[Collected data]
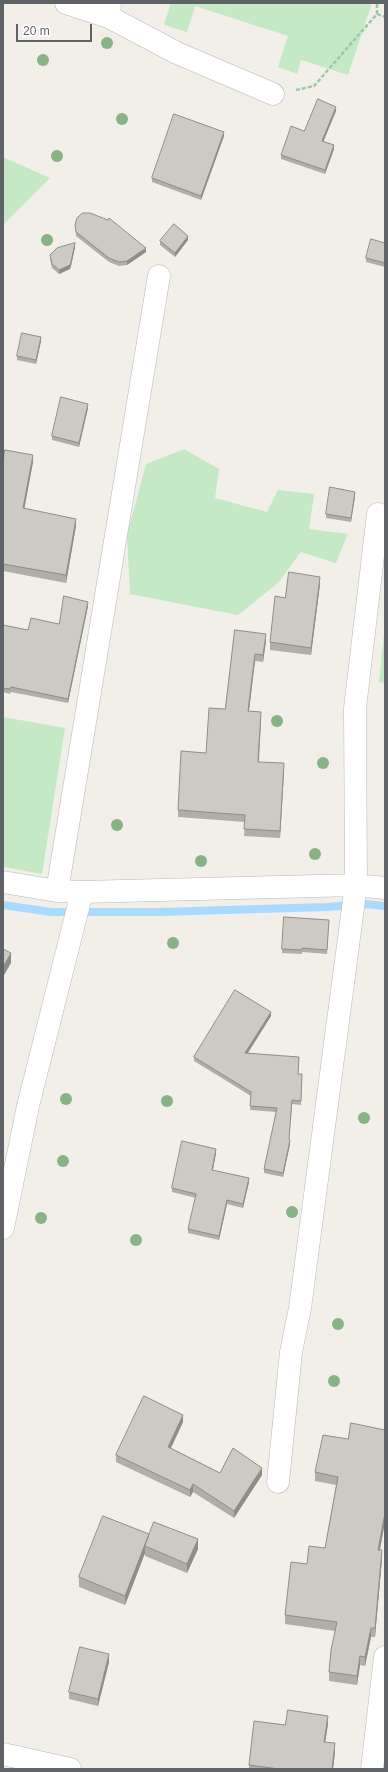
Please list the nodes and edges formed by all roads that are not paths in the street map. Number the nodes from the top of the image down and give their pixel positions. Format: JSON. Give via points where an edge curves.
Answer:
{"nodes":[{"id":1,"x":66,"y":3,"type":"edge"},
{"id":2,"x":109,"y":10,"type":"edge"},
{"id":3,"x":272,"y":94,"type":"road end"},
{"id":4,"x":159,"y":276,"type":"dead end"},
{"id":5,"x":378,"y":514,"type":"dead end"},
{"id":6,"x":3,"y":882,"type":"edge"},
{"id":7,"x":356,"y":885,"type":"junction"},
{"id":8,"x":385,"y":888,"type":"edge"},
{"id":9,"x":57,"y":891,"type":"junction"},
{"id":10,"x":82,"y":892,"type":"junction"},
{"id":11,"x":3,"y":1228,"type":"edge"},
{"id":12,"x":278,"y":1482,"type":"dead end"},
{"id":13,"x":385,"y":1657,"type":"edge"},
{"id":14,"x":3,"y":1754,"type":"edge"},
{"id":15,"x":70,"y":1769,"type":"edge"},
{"id":16,"x":372,"y":1769,"type":"edge"}],
"edges":[{"from":1,"to":2,"type":"street"},
{"from":2,"to":3,"type":"street","via":[[177,53]]},
{"from":4,"to":9,"type":"street"},
{"from":5,"to":7,"type":"street","via":[[355,708]]},
{"from":6,"to":9,"type":"street"},
{"from":7,"to":8,"type":"street"},
{"from":7,"to":10,"type":"street"},
{"from":7,"to":12,"type":"street","via":[[301,1300],[291,1352]]},
{"from":9,"to":10,"type":"street"},
{"from":10,"to":11,"type":"street","via":[[28,1106]]},
{"from":13,"to":16,"type":"street"},
{"from":14,"to":15,"type":"street"}]}
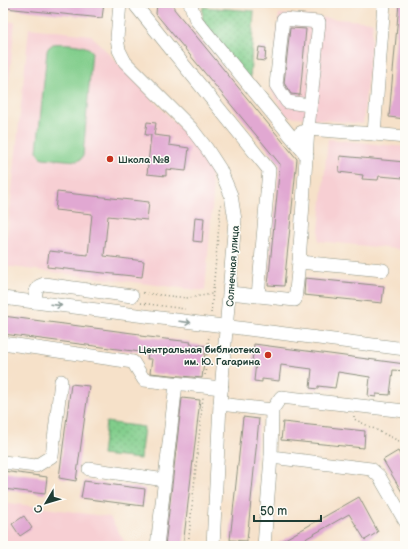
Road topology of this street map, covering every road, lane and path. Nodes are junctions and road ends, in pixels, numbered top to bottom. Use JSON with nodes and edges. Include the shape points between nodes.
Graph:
{"nodes":[{"id":1,"x":190,"y":3,"type":"edge"},
{"id":2,"x":384,"y":3,"type":"edge"},
{"id":3,"x":120,"y":4,"type":"edge"},
{"id":4,"x":136,"y":4,"type":"edge"},
{"id":5,"x":310,"y":105,"type":"junction"},
{"id":6,"x":308,"y":129,"type":"junction"},
{"id":7,"x":374,"y":134,"type":"junction"},
{"id":8,"x":292,"y":138,"type":"junction"},
{"id":9,"x":405,"y":138,"type":"edge"},
{"id":10,"x":307,"y":156,"type":"junction"},
{"id":11,"x":221,"y":198,"type":"dead end"},
{"id":12,"x":299,"y":262,"type":"junction"},
{"id":13,"x":383,"y":270,"type":"dead end"},
{"id":14,"x":230,"y":293,"type":"junction"},
{"id":15,"x":213,"y":294,"type":"junction"},
{"id":16,"x":132,"y":296,"type":"junction"},
{"id":17,"x":258,"y":296,"type":"junction"},
{"id":18,"x":3,"y":298,"type":"edge"},
{"id":19,"x":34,"y":302,"type":"junction"},
{"id":20,"x":186,"y":309,"type":"dead end"},
{"id":21,"x":210,"y":325,"type":"junction"},
{"id":22,"x":227,"y":327,"type":"junction"},
{"id":23,"x":3,"y":343,"type":"edge"},
{"id":24,"x":405,"y":349,"type":"edge"},
{"id":25,"x":61,"y":380,"type":"dead end"},
{"id":26,"x":176,"y":384,"type":"junction"},
{"id":27,"x":204,"y":387,"type":"junction"},
{"id":28,"x":222,"y":388,"type":"junction"},
{"id":29,"x":220,"y":404,"type":"junction"},
{"id":30,"x":356,"y":406,"type":"junction"},
{"id":31,"x":272,"y":410,"type":"junction"},
{"id":32,"x":405,"y":411,"type":"edge"},
{"id":33,"x":405,"y":444,"type":"edge"},
{"id":34,"x":271,"y":457,"type":"junction"},
{"id":35,"x":3,"y":462,"type":"edge"},
{"id":36,"x":89,"y":469,"type":"dead end"},
{"id":37,"x":165,"y":480,"type":"junction"},
{"id":38,"x":405,"y":521,"type":"edge"},
{"id":39,"x":157,"y":546,"type":"edge"},
{"id":40,"x":188,"y":546,"type":"edge"},
{"id":41,"x":213,"y":546,"type":"edge"},
{"id":42,"x":264,"y":546,"type":"edge"}],
"edges":[{"from":1,"to":8,"type":"street","via":[[196,20]]},
{"from":2,"to":7,"type":"street"},
{"from":3,"to":4,"type":"street"},
{"from":3,"to":14,"type":"street","name":"Солнечная улица","via":[[117,38],[125,62],[191,128],[220,169],[231,195],[235,220]]},
{"from":4,"to":17,"type":"street","via":[[269,170]]},
{"from":5,"to":5,"type":"street","via":[[287,102],[276,85],[283,19],[319,22]]},
{"from":5,"to":6,"type":"street"},
{"from":6,"to":7,"type":"street"},
{"from":6,"to":8,"type":"street"},
{"from":6,"to":10,"type":"street"},
{"from":7,"to":9,"type":"street"},
{"from":8,"to":10,"type":"street"},
{"from":10,"to":12,"type":"street"},
{"from":11,"to":15,"type":"path"},
{"from":12,"to":13,"type":"street"},
{"from":12,"to":17,"type":"street","via":[[295,300]]},
{"from":14,"to":17,"type":"street"},
{"from":14,"to":22,"type":"street","name":"Солнечная улица"},
{"from":15,"to":16,"type":"path","via":[[188,298],[141,293]]},
{"from":15,"to":21,"type":"path"},
{"from":16,"to":19,"type":"street","via":[[44,284],[36,291]]},
{"from":16,"to":20,"type":"path","via":[[139,303]]},
{"from":18,"to":19,"type":"street"},
{"from":19,"to":21,"type":"street","one_way":true},
{"from":21,"to":22,"type":"street"},
{"from":21,"to":27,"type":"path"},
{"from":22,"to":24,"type":"street"},
{"from":22,"to":28,"type":"street","name":"Солнечная улица"},
{"from":23,"to":26,"type":"street","via":[[133,362],[144,380]]},
{"from":25,"to":35,"type":"street","via":[[52,456],[36,466]]},
{"from":26,"to":27,"type":"street"},
{"from":26,"to":37,"type":"street"},
{"from":27,"to":28,"type":"street"},
{"from":27,"to":40,"type":"path"},
{"from":28,"to":29,"type":"street","name":"Солнечная улица"},
{"from":29,"to":31,"type":"street"},
{"from":29,"to":41,"type":"street","name":"Солнечная улица"},
{"from":30,"to":31,"type":"street","via":[[281,397]]},
{"from":30,"to":32,"type":"street"},
{"from":30,"to":33,"type":"path","via":[[354,418]]},
{"from":31,"to":34,"type":"street"},
{"from":34,"to":38,"type":"street","via":[[371,469],[379,476]]},
{"from":34,"to":42,"type":"street"},
{"from":36,"to":37,"type":"street"},
{"from":37,"to":39,"type":"street"}]}
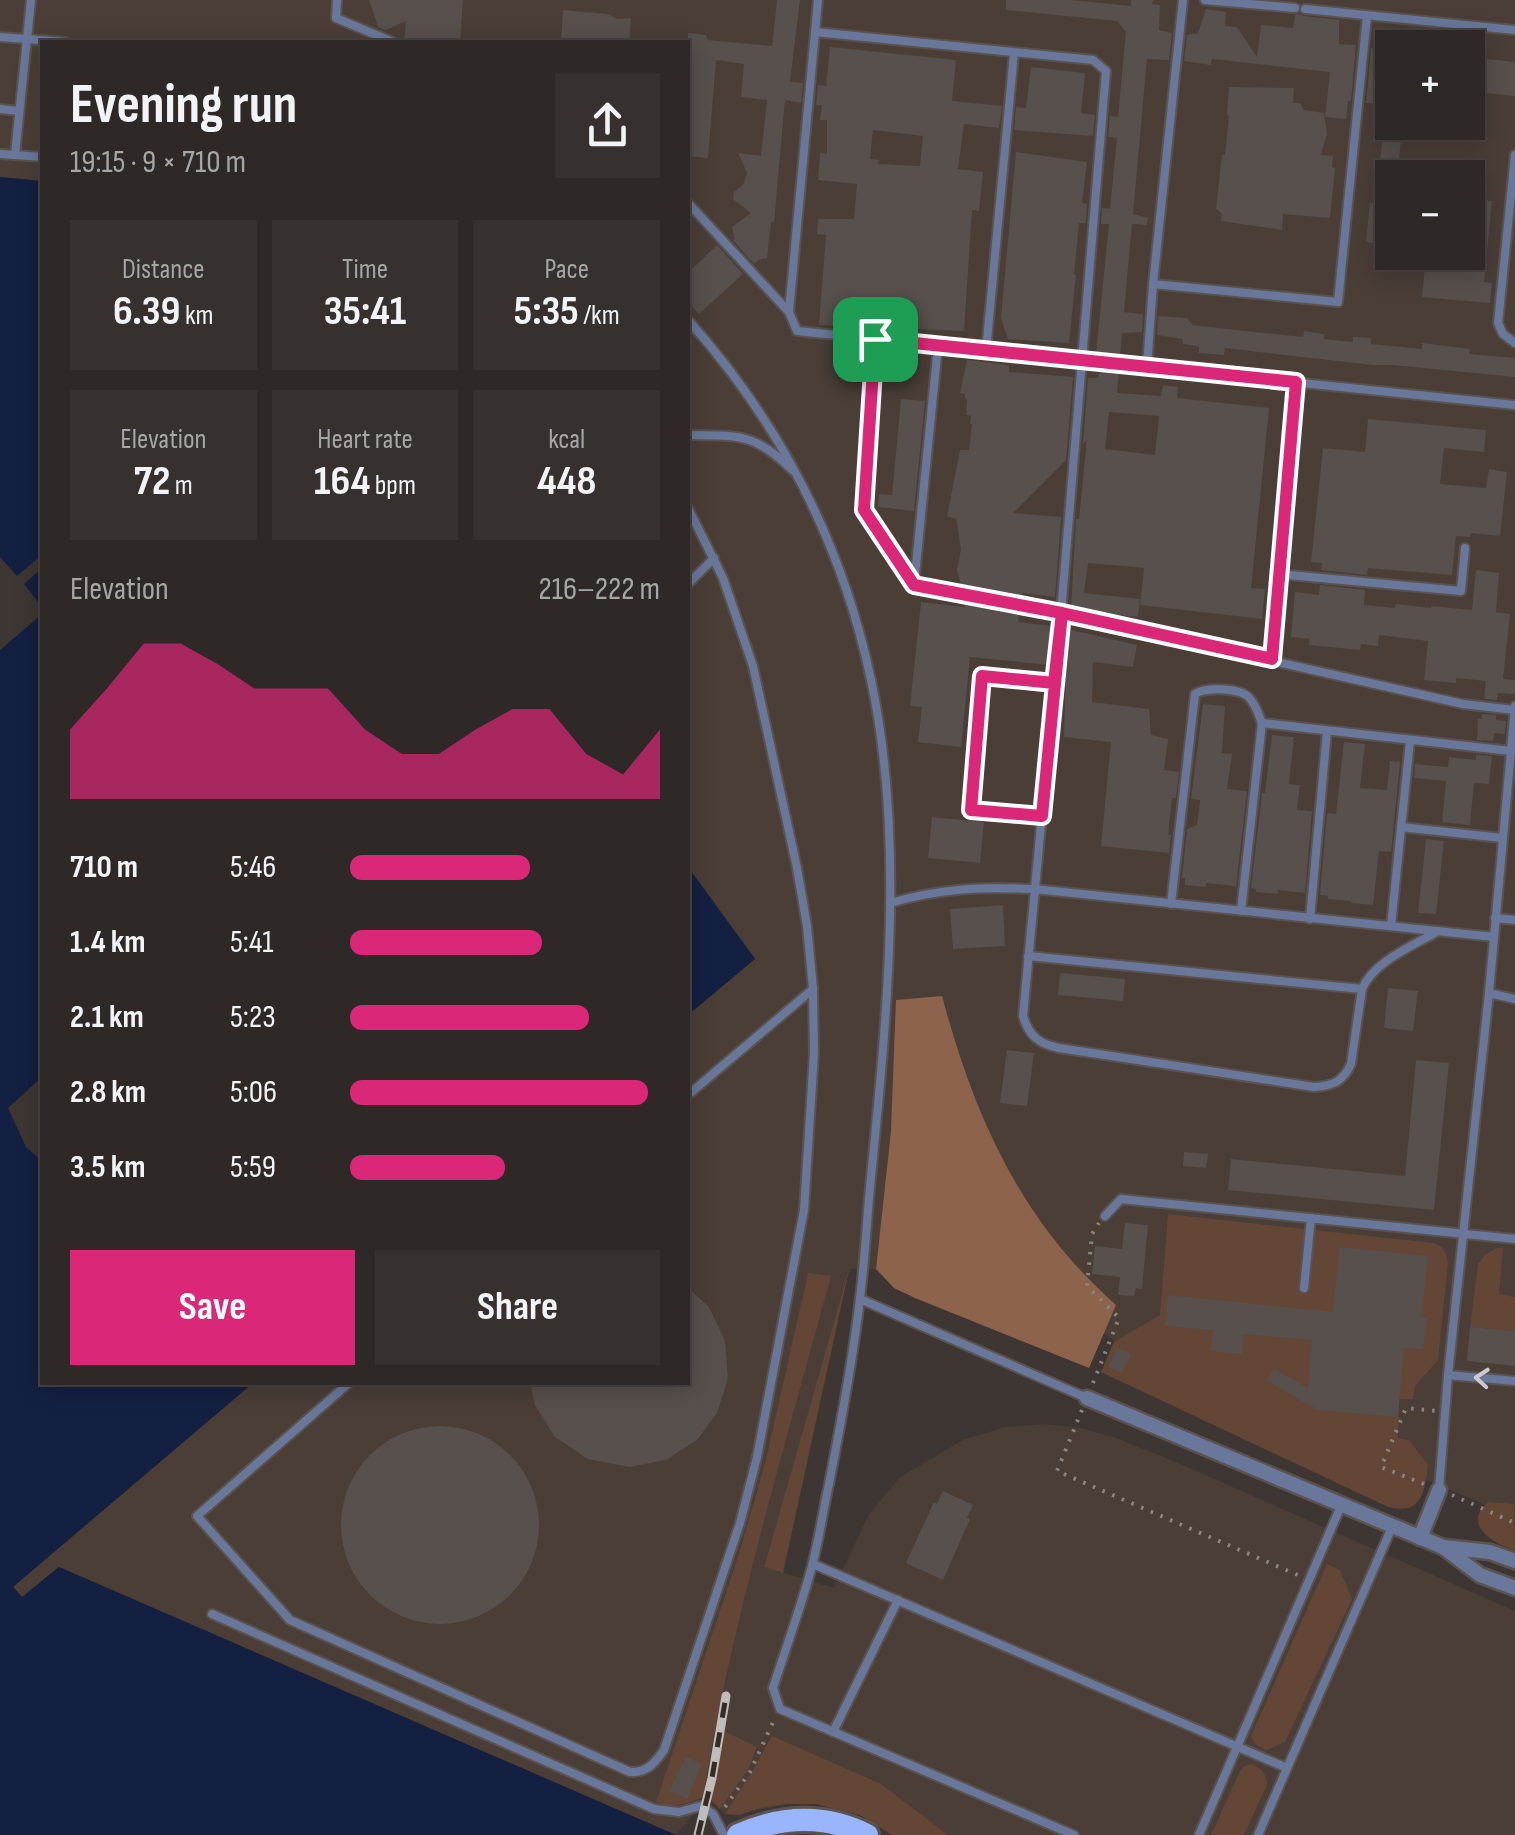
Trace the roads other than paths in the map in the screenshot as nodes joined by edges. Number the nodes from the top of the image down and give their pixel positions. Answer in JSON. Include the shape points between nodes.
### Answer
{"nodes":[{"id":1,"x":31,"y":0,"type":"edge"},
{"id":2,"x":336,"y":0,"type":"edge"},
{"id":3,"x":818,"y":0,"type":"edge"},
{"id":4,"x":1183,"y":0,"type":"edge"},
{"id":5,"x":1205,"y":0,"type":"edge"},
{"id":6,"x":1398,"y":4,"type":"dead end"},
{"id":7,"x":1294,"y":6,"type":"edge"},
{"id":8,"x":1367,"y":16,"type":"junction"},
{"id":9,"x":1397,"y":18,"type":"junction"},
{"id":10,"x":1515,"y":30,"type":"edge"},
{"id":11,"x":815,"y":32,"type":"junction"},
{"id":12,"x":0,"y":37,"type":"edge"},
{"id":13,"x":27,"y":39,"type":"junction"},
{"id":14,"x":40,"y":40,"type":"edge"},
{"id":15,"x":388,"y":40,"type":"edge"},
{"id":16,"x":1014,"y":53,"type":"junction"},
{"id":17,"x":0,"y":109,"type":"edge"},
{"id":18,"x":19,"y":111,"type":"junction"},
{"id":19,"x":0,"y":154,"type":"edge"},
{"id":20,"x":15,"y":154,"type":"junction"},
{"id":21,"x":1515,"y":154,"type":"edge"},
{"id":22,"x":40,"y":157,"type":"edge"},
{"id":23,"x":690,"y":205,"type":"edge"},
{"id":24,"x":1153,"y":284,"type":"junction"},
{"id":25,"x":789,"y":312,"type":"junction"},
{"id":26,"x":690,"y":322,"type":"edge"},
{"id":27,"x":875,"y":339,"type":"junction"},
{"id":28,"x":1515,"y":343,"type":"edge"},
{"id":29,"x":938,"y":346,"type":"junction"},
{"id":30,"x":986,"y":351,"type":"junction"},
{"id":31,"x":1083,"y":360,"type":"junction"},
{"id":32,"x":1147,"y":366,"type":"junction"},
{"id":33,"x":1296,"y":382,"type":"junction"},
{"id":34,"x":1515,"y":404,"type":"edge"},
{"id":35,"x":690,"y":435,"type":"edge"},
{"id":36,"x":800,"y":478,"type":"junction"},
{"id":37,"x":690,"y":512,"type":"edge"},
{"id":38,"x":1465,"y":548,"type":"dead end"},
{"id":39,"x":714,"y":558,"type":"junction"},
{"id":40,"x":1278,"y":574,"type":"junction"},
{"id":41,"x":690,"y":582,"type":"edge"},
{"id":42,"x":914,"y":585,"type":"junction"},
{"id":43,"x":1062,"y":613,"type":"junction"},
{"id":44,"x":1272,"y":659,"type":"junction"},
{"id":45,"x":1054,"y":683,"type":"junction"},
{"id":46,"x":1515,"y":708,"type":"edge"},
{"id":47,"x":1262,"y":723,"type":"junction"},
{"id":48,"x":1327,"y":731,"type":"junction"},
{"id":49,"x":1410,"y":741,"type":"junction"},
{"id":50,"x":1511,"y":751,"type":"junction"},
{"id":51,"x":1042,"y":816,"type":"junction"},
{"id":52,"x":1401,"y":827,"type":"junction"},
{"id":53,"x":1502,"y":838,"type":"junction"},
{"id":54,"x":1034,"y":890,"type":"junction"},
{"id":55,"x":890,"y":903,"type":"junction"},
{"id":56,"x":1171,"y":904,"type":"junction"},
{"id":57,"x":1241,"y":911,"type":"junction"},
{"id":58,"x":1310,"y":918,"type":"junction"},
{"id":59,"x":1495,"y":918,"type":"junction"},
{"id":60,"x":1515,"y":920,"type":"edge"},
{"id":61,"x":1391,"y":926,"type":"junction"},
{"id":62,"x":1438,"y":931,"type":"junction"},
{"id":63,"x":1494,"y":936,"type":"junction"},
{"id":64,"x":1028,"y":956,"type":"junction"},
{"id":65,"x":812,"y":989,"type":"junction"},
{"id":66,"x":1362,"y":989,"type":"junction"},
{"id":67,"x":1489,"y":993,"type":"junction"},
{"id":68,"x":1515,"y":999,"type":"edge"},
{"id":69,"x":690,"y":1092,"type":"edge"},
{"id":70,"x":1105,"y":1216,"type":"dead end"},
{"id":71,"x":1311,"y":1218,"type":"junction"},
{"id":72,"x":1464,"y":1234,"type":"junction"},
{"id":73,"x":1515,"y":1239,"type":"edge"},
{"id":74,"x":1304,"y":1288,"type":"dead end"},
{"id":75,"x":860,"y":1298,"type":"junction"},
{"id":76,"x":1448,"y":1374,"type":"junction"},
{"id":77,"x":1515,"y":1381,"type":"edge"},
{"id":78,"x":347,"y":1385,"type":"edge"},
{"id":79,"x":1087,"y":1398,"type":"joint"},
{"id":80,"x":1440,"y":1490,"type":"joint"},
{"id":81,"x":1341,"y":1506,"type":"junction"},
{"id":82,"x":1392,"y":1527,"type":"junction"},
{"id":83,"x":1420,"y":1538,"type":"junction"},
{"id":84,"x":1443,"y":1548,"type":"junction"},
{"id":85,"x":1515,"y":1561,"type":"edge"},
{"id":86,"x":813,"y":1564,"type":"junction"},
{"id":87,"x":1515,"y":1588,"type":"edge"},
{"id":88,"x":898,"y":1600,"type":"junction"},
{"id":89,"x":212,"y":1614,"type":"dead end"},
{"id":90,"x":834,"y":1732,"type":"junction"},
{"id":91,"x":1238,"y":1747,"type":"junction"},
{"id":92,"x":1287,"y":1768,"type":"junction"},
{"id":93,"x":724,"y":1835,"type":"edge"},
{"id":94,"x":738,"y":1835,"type":"edge"},
{"id":95,"x":867,"y":1835,"type":"edge"},
{"id":96,"x":1074,"y":1835,"type":"edge"},
{"id":97,"x":1199,"y":1835,"type":"edge"},
{"id":98,"x":1258,"y":1835,"type":"edge"}],
"edges":[{"from":1,"to":13,"type":"lane"},
{"from":2,"to":15,"type":"lane","via":[[336,18]]},
{"from":3,"to":11,"type":"lane"},
{"from":4,"to":24,"type":"lane"},
{"from":5,"to":7,"type":"lane"},
{"from":6,"to":9,"type":"lane"},
{"from":7,"to":8,"type":"lane"},
{"from":8,"to":9,"type":"lane"},
{"from":8,"to":24,"type":"lane","via":[[1338,302]]},
{"from":9,"to":10,"type":"lane"},
{"from":11,"to":16,"type":"lane"},
{"from":11,"to":25,"type":"lane"},
{"from":12,"to":13,"type":"lane"},
{"from":13,"to":14,"type":"lane"},
{"from":13,"to":18,"type":"lane"},
{"from":16,"to":30,"type":"lane"},
{"from":16,"to":31,"type":"lane","via":[[1094,60],[1106,71]]},
{"from":17,"to":18,"type":"lane"},
{"from":18,"to":20,"type":"lane"},
{"from":19,"to":20,"type":"lane"},
{"from":20,"to":22,"type":"lane"},
{"from":21,"to":28,"type":"lane","via":[[1498,324]]},
{"from":23,"to":25,"type":"lane"},
{"from":24,"to":32,"type":"lane"},
{"from":25,"to":27,"type":"lane","via":[[797,330]]},
{"from":26,"to":36,"type":"lane","via":[[744,388]]},
{"from":27,"to":29,"type":"lane"},
{"from":27,"to":42,"type":"lane","via":[[864,510]]},
{"from":29,"to":30,"type":"lane"},
{"from":29,"to":42,"type":"lane"},
{"from":30,"to":31,"type":"lane"},
{"from":31,"to":32,"type":"lane"},
{"from":31,"to":43,"type":"lane"},
{"from":32,"to":33,"type":"lane"},
{"from":33,"to":34,"type":"lane"},
{"from":33,"to":40,"type":"lane"},
{"from":35,"to":36,"type":"lane","via":[[760,443]]},
{"from":36,"to":55,"type":"lane","via":[[834,552],[872,680]]},
{"from":37,"to":39,"type":"lane"},
{"from":38,"to":40,"type":"lane","via":[[1461,591]]},
{"from":39,"to":41,"type":"lane"},
{"from":39,"to":65,"type":"lane","via":[[753,666],[797,868]]},
{"from":40,"to":44,"type":"lane"},
{"from":42,"to":43,"type":"lane"},
{"from":43,"to":44,"type":"lane"},
{"from":43,"to":45,"type":"lane"},
{"from":44,"to":46,"type":"lane","via":[[1463,704]]},
{"from":45,"to":51,"type":"lane"},
{"from":45,"to":51,"type":"lane","via":[[982,676],[971,810]]},
{"from":46,"to":50,"type":"lane"},
{"from":47,"to":48,"type":"lane"},
{"from":47,"to":56,"type":"lane","via":[[1248,695],[1206,688],[1195,694]]},
{"from":47,"to":57,"type":"lane"},
{"from":48,"to":49,"type":"lane"},
{"from":48,"to":58,"type":"lane"},
{"from":49,"to":50,"type":"lane"},
{"from":49,"to":52,"type":"lane"},
{"from":50,"to":53,"type":"lane"},
{"from":51,"to":54,"type":"lane"},
{"from":52,"to":53,"type":"lane"},
{"from":52,"to":61,"type":"lane"},
{"from":53,"to":59,"type":"lane"},
{"from":54,"to":55,"type":"lane","via":[[975,887]]},
{"from":54,"to":56,"type":"lane"},
{"from":54,"to":64,"type":"lane"},
{"from":55,"to":75,"type":"lane"},
{"from":56,"to":57,"type":"lane"},
{"from":57,"to":58,"type":"lane"},
{"from":58,"to":61,"type":"lane"},
{"from":59,"to":60,"type":"lane"},
{"from":59,"to":63,"type":"lane"},
{"from":61,"to":62,"type":"lane"},
{"from":62,"to":63,"type":"lane"},
{"from":62,"to":66,"type":"lane","via":[[1384,964]]},
{"from":63,"to":67,"type":"lane"},
{"from":64,"to":66,"type":"lane"},
{"from":64,"to":66,"type":"lane","via":[[1023,1016],[1044,1045],[1314,1088],[1346,1076]]},
{"from":65,"to":69,"type":"lane"},
{"from":65,"to":78,"type":"lane","via":[[804,1210],[757,1457],[664,1750],[648,1768],[630,1772],[290,1620],[197,1516]]},
{"from":67,"to":68,"type":"lane"},
{"from":67,"to":72,"type":"lane"},
{"from":70,"to":71,"type":"lane","via":[[1121,1199]]},
{"from":71,"to":72,"type":"lane"},
{"from":71,"to":74,"type":"lane"},
{"from":72,"to":73,"type":"lane"},
{"from":72,"to":76,"type":"lane"},
{"from":75,"to":79,"type":"lane"},
{"from":75,"to":86,"type":"lane"},
{"from":77,"to":76,"type":"lane","one_way":true},
{"from":76,"to":80,"type":"lane"},
{"from":79,"to":81,"type":"street"},
{"from":80,"to":83,"type":"street"},
{"from":81,"to":82,"type":"street"},
{"from":81,"to":91,"type":"lane"},
{"from":82,"to":83,"type":"street"},
{"from":82,"to":92,"type":"lane"},
{"from":83,"to":84,"type":"street"},
{"from":84,"to":85,"type":"street"},
{"from":84,"to":87,"type":"street","via":[[1480,1575]]},
{"from":86,"to":88,"type":"lane"},
{"from":86,"to":90,"type":"lane","via":[[773,1688],[780,1708]]},
{"from":88,"to":90,"type":"lane"},
{"from":88,"to":91,"type":"lane"},
{"from":89,"to":93,"type":"lane","via":[[654,1809],[701,1806]]},
{"from":90,"to":96,"type":"lane"},
{"from":91,"to":92,"type":"lane"},
{"from":91,"to":97,"type":"lane"},
{"from":92,"to":98,"type":"lane"},
{"from":94,"to":95,"type":"main road","via":[[793,1820],[819,1820]]}]}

> WORK REQUIRED
Please give the number of lines in the data above that contain the word "image", with nothing else.

> RESULT
2